*** Block opens ***

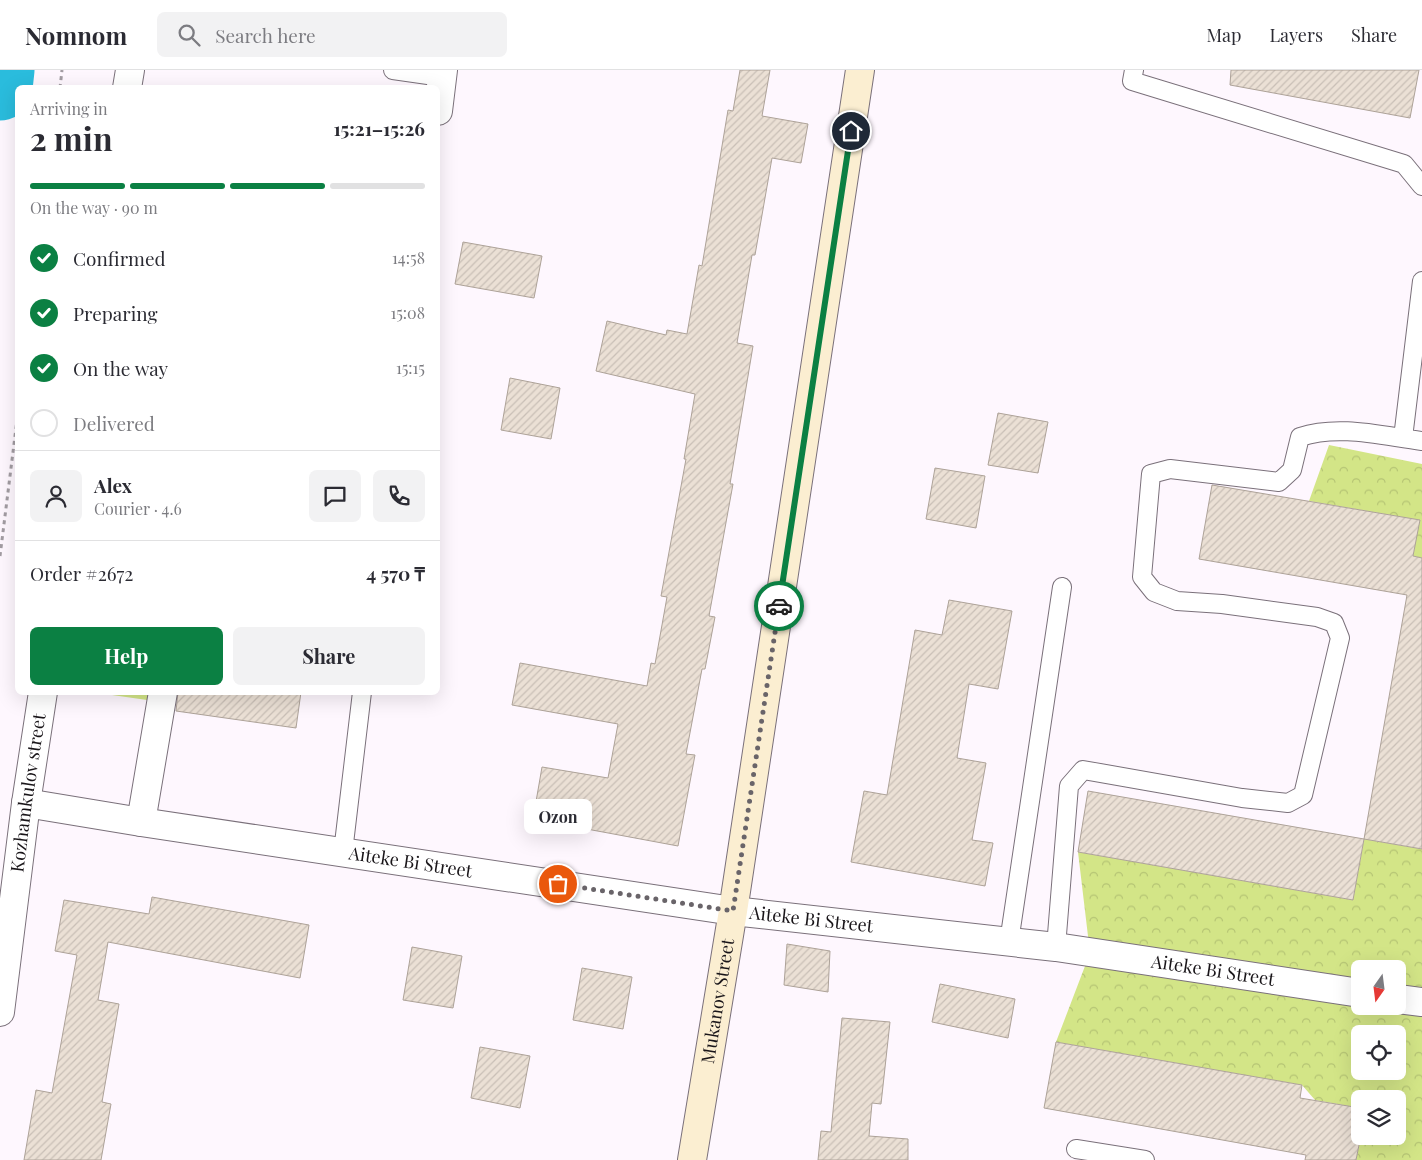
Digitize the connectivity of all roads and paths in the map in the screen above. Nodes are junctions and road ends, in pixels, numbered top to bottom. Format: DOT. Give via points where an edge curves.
graph roads {
  1 [pos="62,70"];
  2 [pos="130,70"];
  3 [pos="393,70"];
  4 [pos="860,70"];
  5 [pos="1134,70"];
  6 [pos="443,73"];
  7 [pos="60,85"];
  8 [pos="128,85"];
  9 [pos="440,96"];
  10 [pos="1422,186"];
  11 [pos="1422,281"];
  12 [pos="15,436"];
  13 [pos="1403,438"];
  14 [pos="1422,441"];
  15 [pos="0,556"];
  16 [pos="1062,587"];
  17 [pos="44,695"];
  18 [pos="162,695"];
  19 [pos="362,695"];
  20 [pos="26,803"];
  21 [pos="141,822"];
  22 [pos="343,852"];
  23 [pos="733,911"];
  24 [pos="1009,942"];
  25 [pos="1056,947"];
  26 [pos="1351,992"];
  27 [pos="1406,1000"];
  28 [pos="1422,1002"];
  29 [pos="0,1012"];
  30 [pos="1076,1149"];
  31 [pos="692,1160"];
  32 [pos="1145,1160"];
  1 -- 7 [label="path"];
  2 -- 8 [label="street"];
  3 -- 6 [label="lane"];
  4 -- 23 [label="main road, Mukanov Street"];
  5 -- 10 [label="lane" via="1132,81 1404,164"];
  6 -- 9 [label="street"];
  11 -- 13 [label="lane"];
  12 -- 15 [label="path"];
  13 -- 14 [label="lane"];
  13 -- 25 [label="lane" via="1334,430 1300,437 1292,470 1279,482 1170,469 1151,474 1142,577 1154,592 1177,602 1222,604 1317,617 1334,623 1340,638 1303,795 1288,803 1083,770 1070,786"];
  16 -- 24 [label="lane"];
  17 -- 20 [label="street, Kozhamkulov street"];
  18 -- 21 [label="street"];
  19 -- 22 [label="lane"];
  20 -- 21 [label="street, Aiteke Bi Street"];
  20 -- 29 [label="street, Kozhamkulov street"];
  21 -- 22 [label="street, Aiteke Bi Street"];
  22 -- 23 [label="street, Aiteke Bi Street"];
  23 -- 24 [label="street, Aiteke Bi Street"];
  23 -- 31 [label="main road, Mukanov Street"];
  24 -- 25 [label="street, Aiteke Bi Street"];
  25 -- 26 [label="street, Aiteke Bi Street"];
  27 -- 28 [label="street"];
  30 -- 32 [label="lane"];
}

*** Block closes ***

**EXERCISE DIRECTIONS:** With the pictures omitted, reproduce the records in full and exactly.

**ANSWER SPACE:**
Digitize the connectivity of all roads and paths in the map in the screen above. Nodes are junctions and road ends, in pixels, numbered top to bottom. Format: DOT. Give via points where an edge curves.
graph roads {
  1 [pos="62,70"];
  2 [pos="130,70"];
  3 [pos="393,70"];
  4 [pos="860,70"];
  5 [pos="1134,70"];
  6 [pos="443,73"];
  7 [pos="60,85"];
  8 [pos="128,85"];
  9 [pos="440,96"];
  10 [pos="1422,186"];
  11 [pos="1422,281"];
  12 [pos="15,436"];
  13 [pos="1403,438"];
  14 [pos="1422,441"];
  15 [pos="0,556"];
  16 [pos="1062,587"];
  17 [pos="44,695"];
  18 [pos="162,695"];
  19 [pos="362,695"];
  20 [pos="26,803"];
  21 [pos="141,822"];
  22 [pos="343,852"];
  23 [pos="733,911"];
  24 [pos="1009,942"];
  25 [pos="1056,947"];
  26 [pos="1351,992"];
  27 [pos="1406,1000"];
  28 [pos="1422,1002"];
  29 [pos="0,1012"];
  30 [pos="1076,1149"];
  31 [pos="692,1160"];
  32 [pos="1145,1160"];
  1 -- 7 [label="path"];
  2 -- 8 [label="street"];
  3 -- 6 [label="lane"];
  4 -- 23 [label="main road, Mukanov Street"];
  5 -- 10 [label="lane" via="1132,81 1404,164"];
  6 -- 9 [label="street"];
  11 -- 13 [label="lane"];
  12 -- 15 [label="path"];
  13 -- 14 [label="lane"];
  13 -- 25 [label="lane" via="1334,430 1300,437 1292,470 1279,482 1170,469 1151,474 1142,577 1154,592 1177,602 1222,604 1317,617 1334,623 1340,638 1303,795 1288,803 1083,770 1070,786"];
  16 -- 24 [label="lane"];
  17 -- 20 [label="street, Kozhamkulov street"];
  18 -- 21 [label="street"];
  19 -- 22 [label="lane"];
  20 -- 21 [label="street, Aiteke Bi Street"];
  20 -- 29 [label="street, Kozhamkulov street"];
  21 -- 22 [label="street, Aiteke Bi Street"];
  22 -- 23 [label="street, Aiteke Bi Street"];
  23 -- 24 [label="street, Aiteke Bi Street"];
  23 -- 31 [label="main road, Mukanov Street"];
  24 -- 25 [label="street, Aiteke Bi Street"];
  25 -- 26 [label="street, Aiteke Bi Street"];
  27 -- 28 [label="street"];
  30 -- 32 [label="lane"];
}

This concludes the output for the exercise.